Secured communications in IOT networks


Even though IoT's popularity has grown significantly in recent years, the concept of connecting small devices to a network is not quite a novelty. Starting from the '80s, many data transfer protocol have been developed for connecting embedded devices, mainly for automatic control and industrial application: Modbus[1], BACnet, Optomux and other hundreds of protocols and variations. Those protocols were used to control both home appliances (like HVAC systems or security systems for buildings) and industrial equipment (PLC, robots, drivers and controllers for various equipments). Fifty years later, some of those protocols continue to be the de-facto standard in that specific technological area, but most of them are obsolete and have been replaced.

Nowadays, most of the IoT devices rely on the Internet infrastructure or at least are accessible from the Internet. Security for IoT networks is a hot topic which opens up new challenges: overhead implied by the security mechanisms can be managed by the limited resources and energy-efficient IoT nodes?

MQTT protocol

MQTT[2] is a loseless, bi-directional, connection-oriented protocol. It was first developed for industry appliances, but developed over time as a general-use IoT protocol. It has appliances in many industries: consumer products for smart home, robotics, telecom, automotive, etc.

There are 2 entities in a MQTT-defined network:

  • clients: usually IoT devices but not restricted to embedded devices
  • only one broker: manages the network

MQTT is a publish-subscribe protocol. Each client can listen (subscribe) or speak (publish) on a certain topic. The broker receives all the published messages and routes them to the appropriate destination clients. There are few types of messages that can be exchanged between clients and broker: connect, disconnect, subscribe, unsubscribe and ACKs. The interaction between clients and the broker is represented in Figure 1. This design is lightweight, simple to implement and scales up easily.

 MQTT message exchange

Figure 1: MQTT message exchange

The fields inside a MQTT packets are[3]:

  • Control Header (1 B): always present, contains 4 bits for packet type encoding and 4 bits for packet flags (eg. QoS, Duplicate, Retain flags).
  • Packet Length (1-4 B): always present.
  • Variable Length Header (0-Y B): optional, for additional control information, depending on packet type.
  • Payload (0-X B): optional, may contain various fields, depending on packet type (eg. clientID, username, pass, actual payload).

MQTT usually runs over TCP/IP, but it can be implemented on top of any network stack that guarantees lossless and ordered transport.
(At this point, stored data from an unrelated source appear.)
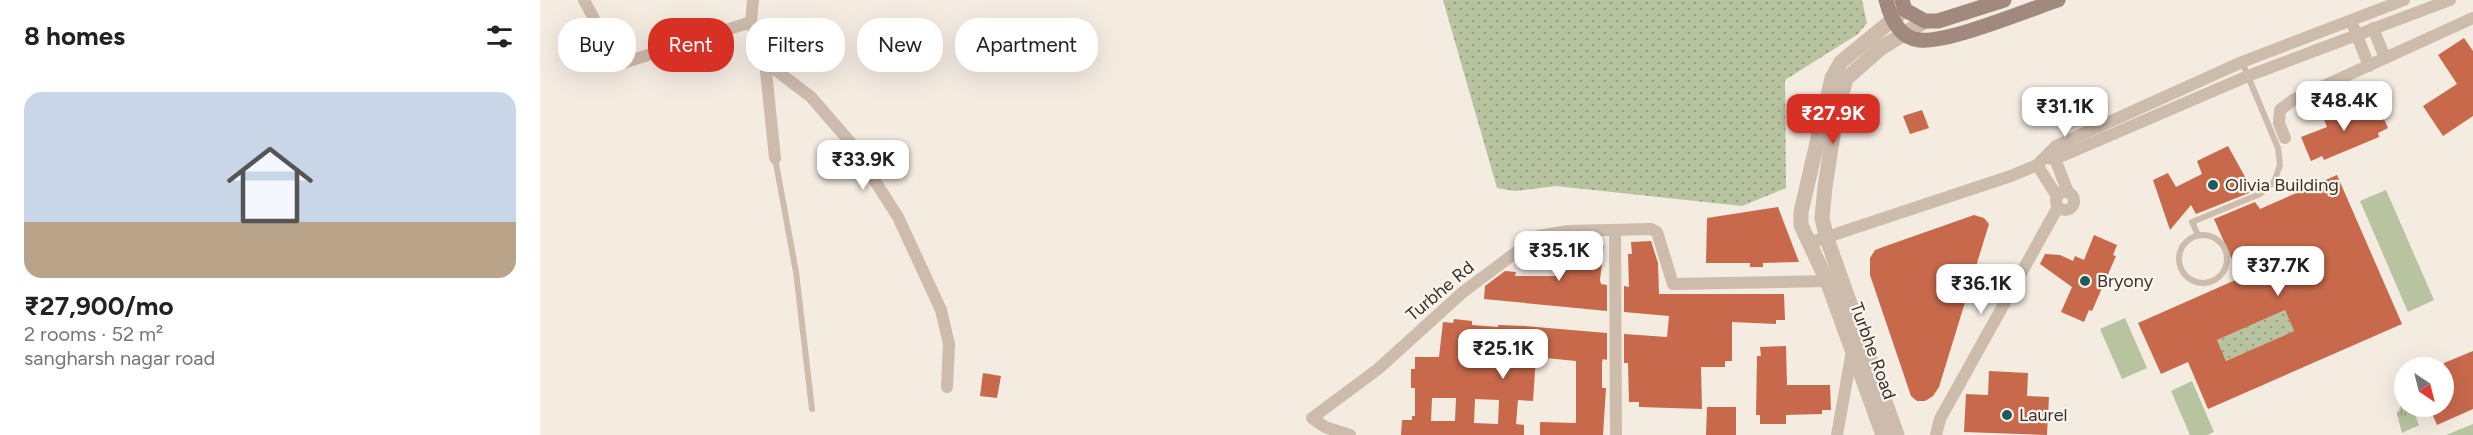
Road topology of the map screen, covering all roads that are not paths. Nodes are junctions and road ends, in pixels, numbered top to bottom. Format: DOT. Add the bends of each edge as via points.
graph roads {
  1 [pos="584,0"];
  2 [pos="753,0"];
  3 [pos="1886,0"];
  4 [pos="2004,0"];
  5 [pos="2058,0"];
  6 [pos="2404,0"];
  7 [pos="2450,0"];
  8 [pos="1903,5"];
  9 [pos="751,18"];
  10 [pos="2473,18"];
  11 [pos="2351,19"];
  12 [pos="1891,20"];
  13 [pos="1925,21"];
  14 [pos="746,24"];
  15 [pos="2373,28"];
  16 [pos="1905,33"];
  17 [pos="2356,34"];
  18 [pos="2385,58"];
  19 [pos="2242,62"];
  20 [pos="2369,66"];
  21 [pos="766,72"];
  22 [pos="778,72"];
  23 [pos="2248,76"];
  24 [pos="2086,138"];
  25 [pos="2286,138"];
  26 [pos="775,158"];
  27 [pos="2046,161"];
  28 [pos="2061,198"];
  29 [pos="1615,230"];
  30 [pos="2198,235"];
  31 [pos="1827,239"];
  32 [pos="1809,243"];
  33 [pos="1827,281"];
  34 [pos="1852,351"];
  35 [pos="947,387"];
  36 [pos="812,409"];
  37 [pos="1350,435"];
  38 [pos="1616,435"];
  39 [pos="1837,435"];
  40 [pos="1883,435"];
  41 [pos="1897,435"];
  42 [pos="1936,435"];
  1 -- 14 [label="street" via="617,62 623,63"];
  2 -- 9 [label="street"];
  3 -- 12 [label="main road"];
  4 -- 13 [label="main road" via="1938,21"];
  5 -- 16 [label="main road" via="1935,40 1918,40"];
  6 -- 11 [label="street"];
  7 -- 15 [label="street"];
  8 -- 12 [label="street, Turbhe Road"];
  8 -- 13 [label="main road"];
  10 -- 18 [label="street"];
  11 -- 17 [label="street"];
  11 -- 19 [label="street"];
  12 -- 16 [label="main road"];
  12 -- 32 [label="street, Turbhe Road" via="1840,62 1832,78 1801,212 1801,225"];
  13 -- 16 [label="street"];
  15 -- 17 [label="street"];
  15 -- 18 [label="street"];
  16 -- 31 [label="street" via="1846,79 1836,115 1822,218"];
  17 -- 20 [label="street"];
  17 -- 23 [label="street"];
  18 -- 20 [label="street"];
  19 -- 23 [label="lane"];
  19 -- 24 [label="street"];
  20 -- 25 [label="street" via="2293,100 2280,110 2278,123"];
  21 -- 26 [label="street"];
  22 -- 35 [label="street" via="811,97 850,142 898,217 941,310 949,344"];
  23 -- 24 [label="street"];
  23 -- 30 [label="lane" via="2278,148 2280,165 2274,182 2260,194 2192,222"];
  24 -- 27 [label="street"];
  26 -- 36 [label="lane" via="796,272"];
  27 -- 28 [label="street"];
  27 -- 28 [label="street"];
  27 -- 31 [label="street"];
  28 -- 42 [label="street" via="1940,419"];
  29 -- 33 [label="street, Turbhe Rd" via="1656,232 1672,284"];
  29 -- 37 [label="street, Turbhe Rd" via="1538,236 1463,292 1378,369 1312,418 1324,427"];
  29 -- 38 [label="street"];
  30 -- 30 [label="lane" via="2220,241 2228,255 2220,277 2206,284 2184,275 2179,260 2184,244"];
  31 -- 32 [label="street"];
  31 -- 41 [label="street"];
  32 -- 33 [label="street, Turbhe Road"];
  33 -- 34 [label="street, Turbhe Road"];
  34 -- 39 [label="street"];
  34 -- 40 [label="street, Turbhe Road"];
}
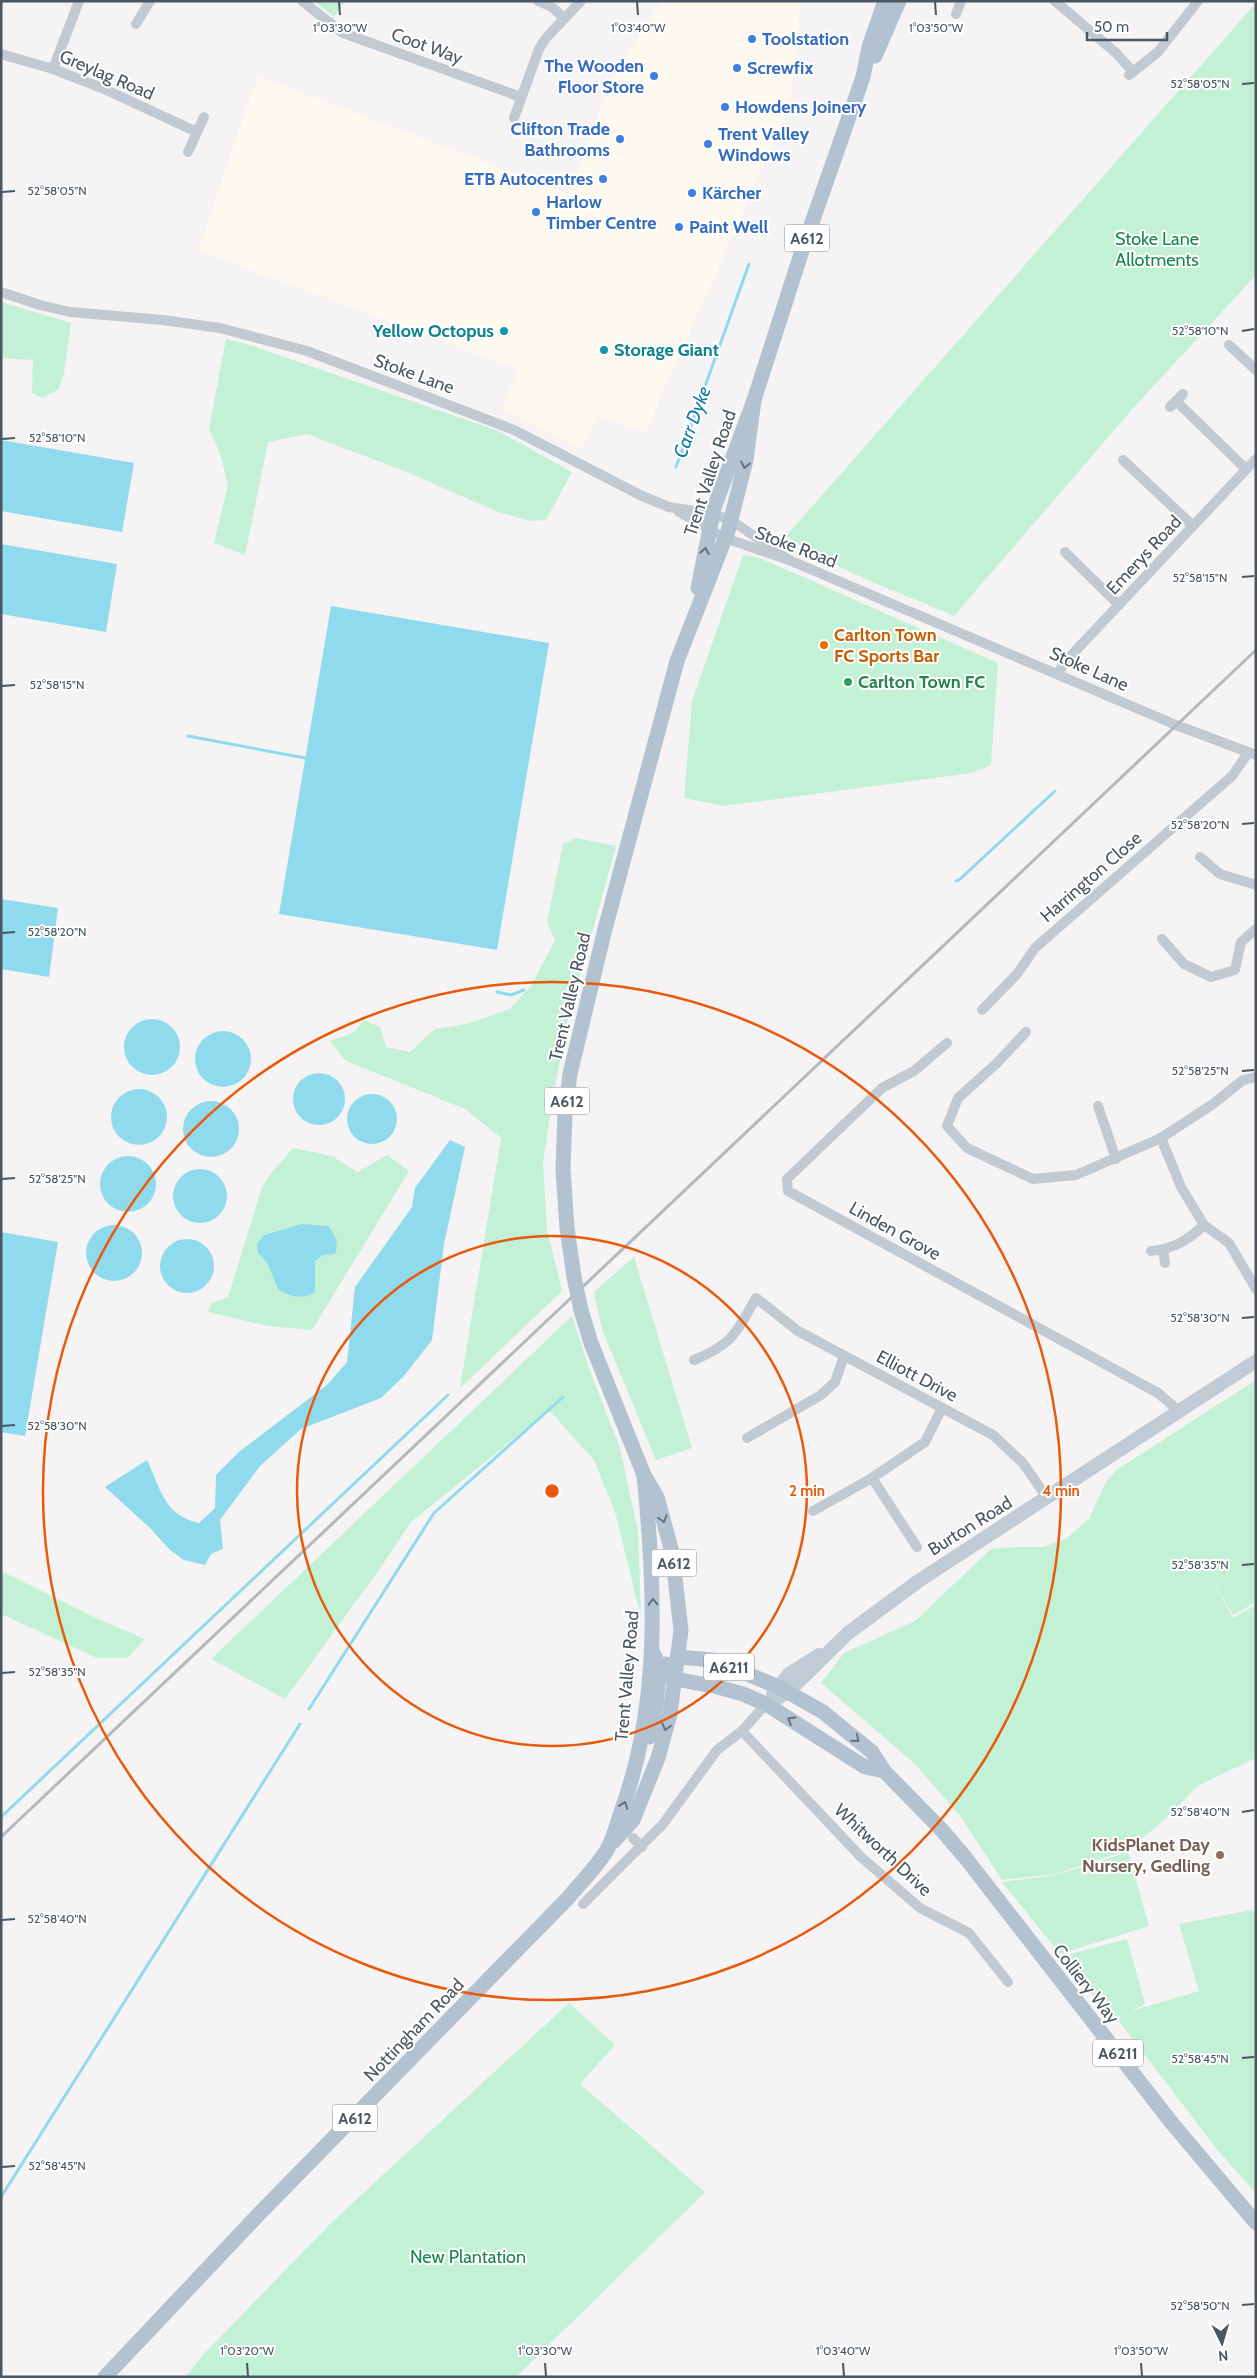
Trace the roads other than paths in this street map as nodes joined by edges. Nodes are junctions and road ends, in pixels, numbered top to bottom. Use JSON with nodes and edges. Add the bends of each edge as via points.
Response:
{"nodes":[{"id":1,"x":79,"y":1,"type":"edge"},
{"id":2,"x":302,"y":1,"type":"edge"},
{"id":3,"x":538,"y":1,"type":"edge"},
{"id":4,"x":581,"y":1,"type":"edge"},
{"id":5,"x":885,"y":1,"type":"edge"},
{"id":6,"x":899,"y":1,"type":"edge"},
{"id":7,"x":961,"y":1,"type":"edge"},
{"id":8,"x":1055,"y":1,"type":"edge"},
{"id":9,"x":146,"y":2,"type":"edge"},
{"id":10,"x":1197,"y":2,"type":"edge"},
{"id":11,"x":956,"y":14,"type":"dead end"},
{"id":12,"x":564,"y":18,"type":"junction"},
{"id":13,"x":136,"y":24,"type":"dead end"},
{"id":14,"x":1,"y":54,"type":"edge"},
{"id":15,"x":53,"y":69,"type":"junction"},
{"id":16,"x":863,"y":77,"type":"junction"},
{"id":17,"x":521,"y":97,"type":"junction"},
{"id":18,"x":204,"y":117,"type":"dead end"},
{"id":19,"x":514,"y":118,"type":"dead end"},
{"id":20,"x":197,"y":132,"type":"junction"},
{"id":21,"x":188,"y":152,"type":"dead end"},
{"id":22,"x":1,"y":292,"type":"edge"},
{"id":23,"x":1230,"y":345,"type":"dead end"},
{"id":24,"x":1256,"y":370,"type":"edge"},
{"id":25,"x":754,"y":400,"type":"junction"},
{"id":26,"x":1176,"y":401,"type":"dead end"},
{"id":27,"x":1256,"y":459,"type":"edge"},
{"id":28,"x":1123,"y":460,"type":"dead end"},
{"id":29,"x":1246,"y":469,"type":"junction"},
{"id":30,"x":673,"y":508,"type":"junction"},
{"id":31,"x":712,"y":514,"type":"junction"},
{"id":32,"x":731,"y":520,"type":"junction"},
{"id":33,"x":1193,"y":526,"type":"junction"},
{"id":34,"x":708,"y":530,"type":"junction"},
{"id":35,"x":725,"y":538,"type":"junction"},
{"id":36,"x":1065,"y":552,"type":"dead end"},
{"id":37,"x":789,"y":560,"type":"junction"},
{"id":38,"x":1119,"y":606,"type":"junction"},
{"id":39,"x":910,"y":611,"type":"joint"},
{"id":40,"x":693,"y":617,"type":"junction"},
{"id":41,"x":1058,"y":673,"type":"junction"},
{"id":42,"x":1252,"y":754,"type":"edge"},
{"id":43,"x":1200,"y":857,"type":"dead end"},
{"id":44,"x":1256,"y":885,"type":"edge"},
{"id":45,"x":1256,"y":929,"type":"edge"},
{"id":46,"x":1162,"y":939,"type":"dead end"},
{"id":47,"x":982,"y":1010,"type":"dead end"},
{"id":48,"x":1026,"y":1032,"type":"dead end"},
{"id":49,"x":947,"y":1043,"type":"dead end"},
{"id":50,"x":1256,"y":1077,"type":"edge"},
{"id":51,"x":1098,"y":1106,"type":"dead end"},
{"id":52,"x":1161,"y":1138,"type":"junction"},
{"id":53,"x":1116,"y":1159,"type":"junction"},
{"id":54,"x":1204,"y":1225,"type":"junction"},
{"id":55,"x":1163,"y":1250,"type":"junction"},
{"id":56,"x":1151,"y":1252,"type":"dead end"},
{"id":57,"x":1166,"y":1263,"type":"dead end"},
{"id":58,"x":1256,"y":1289,"type":"edge"},
{"id":59,"x":844,"y":1356,"type":"junction"},
{"id":60,"x":694,"y":1360,"type":"dead end"},
{"id":61,"x":1256,"y":1361,"type":"edge"},
{"id":62,"x":942,"y":1408,"type":"junction"},
{"id":63,"x":1180,"y":1412,"type":"junction"},
{"id":64,"x":747,"y":1438,"type":"dead end"},
{"id":65,"x":644,"y":1475,"type":"junction"},
{"id":66,"x":872,"y":1478,"type":"junction"},
{"id":67,"x":1047,"y":1498,"type":"junction"},
{"id":68,"x":813,"y":1511,"type":"dead end"},
{"id":69,"x":917,"y":1547,"type":"dead end"},
{"id":70,"x":652,"y":1651,"type":"junction"},
{"id":71,"x":678,"y":1657,"type":"junction"},
{"id":72,"x":660,"y":1668,"type":"junction"},
{"id":73,"x":675,"y":1679,"type":"junction"},
{"id":74,"x":783,"y":1689,"type":"junction"},
{"id":75,"x":766,"y":1704,"type":"junction"},
{"id":76,"x":742,"y":1731,"type":"junction"},
{"id":77,"x":637,"y":1762,"type":"junction"},
{"id":78,"x":884,"y":1771,"type":"junction"},
{"id":79,"x":633,"y":1838,"type":"dead end"},
{"id":80,"x":642,"y":1847,"type":"junction"},
{"id":81,"x":605,"y":1852,"type":"junction"},
{"id":82,"x":583,"y":1904,"type":"dead end"},
{"id":83,"x":1008,"y":1982,"type":"dead end"},
{"id":84,"x":1256,"y":2223,"type":"edge"},
{"id":85,"x":105,"y":2377,"type":"edge"}],
"edges":[{"from":1,"to":15,"type":"street"},
{"from":2,"to":17,"type":"street","name":"Coot Way","via":[[343,32]]},
{"from":3,"to":12,"type":"street","via":[[552,7]]},
{"from":4,"to":12,"type":"street"},
{"from":5,"to":16,"type":"main road","name":"Trent Valley Road","number":"A612","via":[[869,47]]},
{"from":6,"to":16,"type":"main road","name":"Trent Valley Road","number":"A612"},
{"from":7,"to":11,"type":"street"},
{"from":8,"to":10,"type":"street","via":[[1116,53],[1130,74],[1158,52]]},
{"from":9,"to":13,"type":"street"},
{"from":12,"to":17,"type":"street","via":[[539,49]]},
{"from":14,"to":15,"type":"street","name":"Greylag Road"},
{"from":15,"to":20,"type":"street","name":"Greylag Road"},
{"from":16,"to":25,"type":"main road","name":"Trent Valley Road","number":"A612"},
{"from":17,"to":19,"type":"street"},
{"from":18,"to":20,"type":"street"},
{"from":20,"to":21,"type":"street"},
{"from":22,"to":30,"type":"street","name":"Stoke Lane","via":[[70,312],[220,328],[307,351],[514,430],[642,496]]},
{"from":23,"to":24,"type":"street"},
{"from":25,"to":31,"type":"main road","name":"Trent Valley Road","number":"A612"},
{"from":25,"to":32,"type":"main road","name":"Trent Valley Road","number":"A612","one_way":true,"via":[[746,460]]},
{"from":26,"to":29,"type":"street"},
{"from":27,"to":29,"type":"street","name":"Emerys Road"},
{"from":28,"to":33,"type":"street"},
{"from":29,"to":33,"type":"street","name":"Emerys Road"},
{"from":30,"to":31,"type":"street","name":"Stoke Lane"},
{"from":30,"to":34,"type":"street","name":"Stoke Road"},
{"from":31,"to":32,"type":"street","name":"Stoke Lane"},
{"from":31,"to":34,"type":"main road","name":"Trent Valley Road","number":"A612"},
{"from":32,"to":35,"type":"main road","name":"Trent Valley Road","number":"A612"},
{"from":32,"to":37,"type":"street","name":"Stoke Lane"},
{"from":33,"to":38,"type":"street","name":"Emerys Road"},
{"from":34,"to":35,"type":"street","name":"Stoke Road"},
{"from":40,"to":34,"type":"main road","name":"Trent Valley Road","number":"A612","one_way":true},
{"from":35,"to":37,"type":"street","name":"Stoke Road"},
{"from":35,"to":40,"type":"main road","name":"Trent Valley Road","number":"A612"},
{"from":36,"to":38,"type":"street"},
{"from":37,"to":39,"type":"street","name":"Stoke Road"},
{"from":38,"to":41,"type":"street","name":"Emerys Road"},
{"from":39,"to":41,"type":"street","name":"Stoke Lane"},
{"from":40,"to":65,"type":"main road","name":"Trent Valley Road","number":"A612","bridge":true,"via":[[677,661],[605,929],[570,1074],[566,1113],[563,1169],[567,1228],[581,1310]]},
{"from":41,"to":42,"type":"street","name":"Stoke Lane","via":[[1176,725]]},
{"from":42,"to":47,"type":"street","name":"Harrington Close","via":[[1232,776],[1035,948],[1017,974]]},
{"from":43,"to":44,"type":"street","via":[[1220,874]]},
{"from":45,"to":46,"type":"street","via":[[1241,942],[1235,970],[1211,977],[1184,964]]},
{"from":48,"to":53,"type":"street","via":[[958,1098],[947,1126],[967,1148],[1033,1179],[1076,1175]]},
{"from":49,"to":63,"type":"street","name":"Linden Grove","via":[[914,1071],[882,1088],[787,1179],[788,1191],[1158,1393]]},
{"from":50,"to":52,"type":"street","via":[[1244,1080]]},
{"from":51,"to":53,"type":"street"},
{"from":52,"to":53,"type":"street"},
{"from":52,"to":54,"type":"street","via":[[1181,1187]]},
{"from":54,"to":55,"type":"street","via":[[1191,1237]]},
{"from":54,"to":58,"type":"street","via":[[1229,1243]]},
{"from":55,"to":56,"type":"street"},
{"from":55,"to":57,"type":"street"},
{"from":59,"to":60,"type":"street","name":"Elliott Drive","via":[[798,1331],[756,1298],[734,1335],[718,1350]]},
{"from":59,"to":62,"type":"street","name":"Elliott Drive"},
{"from":59,"to":64,"type":"street","via":[[834,1382],[821,1395]]},
{"from":61,"to":63,"type":"street","name":"Burton Road"},
{"from":62,"to":66,"type":"street","via":[[925,1442]]},
{"from":62,"to":67,"type":"street","name":"Elliott Drive","via":[[993,1434],[1023,1463]]},
{"from":63,"to":67,"type":"street","name":"Burton Road"},
{"from":70,"to":65,"type":"main road","name":"Trent Valley Road","number":"A612","one_way":true,"via":[[652,1556]]},
{"from":65,"to":71,"type":"main road","name":"Trent Valley Road","number":"A612","one_way":true,"via":[[657,1497],[672,1552],[681,1630]]},
{"from":66,"to":68,"type":"street"},
{"from":66,"to":69,"type":"street"},
{"from":67,"to":74,"type":"street","name":"Burton Road","via":[[915,1583],[834,1645],[788,1675]]},
{"from":70,"to":72,"type":"main road"},
{"from":70,"to":77,"type":"main road","name":"Trent Valley Road","number":"A612"},
{"from":71,"to":72,"type":"main road"},
{"from":71,"to":73,"type":"main road","name":"Trent Valley Road","number":"A612"},
{"from":71,"to":74,"type":"main road","name":"Colliery Way","number":"A6211","via":[[708,1659]]},
{"from":72,"to":73,"type":"main road"},
{"from":72,"to":77,"type":"main road","number":"A612","via":[[655,1714],[645,1752]]},
{"from":73,"to":75,"type":"main road","name":"Colliery Way","number":"A6211","via":[[718,1687]]},
{"from":73,"to":81,"type":"main road","name":"Trent Valley Road","number":"A612","one_way":true,"via":[[658,1758],[633,1820]]},
{"from":74,"to":75,"type":"street","name":"Burton Road"},
{"from":74,"to":78,"type":"main road","name":"Colliery Way","number":"A6211","one_way":true,"via":[[823,1712],[872,1752]]},
{"from":75,"to":76,"type":"street","name":"Burton Road"},
{"from":78,"to":75,"type":"main road","name":"Colliery Way","number":"A6211","one_way":true,"via":[[865,1767]]},
{"from":76,"to":80,"type":"street","name":"Burton Road","via":[[717,1750]]},
{"from":76,"to":83,"type":"street","name":"Whitworth Drive","via":[[861,1857],[920,1908],[969,1933]]},
{"from":81,"to":77,"type":"main road","name":"Trent Valley Road","number":"A612","one_way":true},
{"from":78,"to":84,"type":"main road","name":"Colliery Way","number":"A6211","via":[[964,1856],[1171,2122]]},
{"from":79,"to":80,"type":"street"},
{"from":80,"to":82,"type":"street","name":"Burton Road"},
{"from":81,"to":85,"type":"main road","name":"Nottingham Road","number":"A612","via":[[568,1898],[258,2215]]}]}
The set-up is depicted in Figure 2 and represents a minimal implementation for an IoT network. The ESP32 Wroom is the only client in the network, connected to the LAN over the 802.11 WiFi infrastructure. The broker runs on a machine connected to the LAN over the Ethernet. The LAN is connected to the Internet and there are no in-bound rules defined to limit MQTT connections from outside the local network.

 IOT network architecture

Figure 2: IOT network architecture

Mosquitto MQTT Broker

Mosquitto[4] is an open source MQTT broker, suitable for both research and production purposes. Although the MQTT protocol is simple and straightforward, the broker may provide lots of configuration options to control the interaction with its clients. In order to run Mosquitto, following packages should be installed on the broker machine (apt is the package manager of choice here):

  $ sudo apt update
  $ sudo apt install mosquitto mosquitto-clients

The default configuration file for Mosquitto is located at /etc/mosquitto/mosquitto.conf. Custom configuration files can be defined in /etc/mosquitto/conf.d/. By default, Mosquitto service runs on 1883, with the default configuration, but you can start as more Mosquitto daemons simultaneously, on different ports and with custom configurations with:

  $ sudo mosquitto -p port_number -c /etc/mosquitto/conf.d/example.conf

To simulate clients, use mosquitto_sub and mosquitto_pub, in order to publish and listen on topics:

  $ mosquitto_sub -p 1883 -t "TEST_TOPIC"
  $ mosquitto_pub -m "This is a message" -p 1883 -t "TEST_TOPIC"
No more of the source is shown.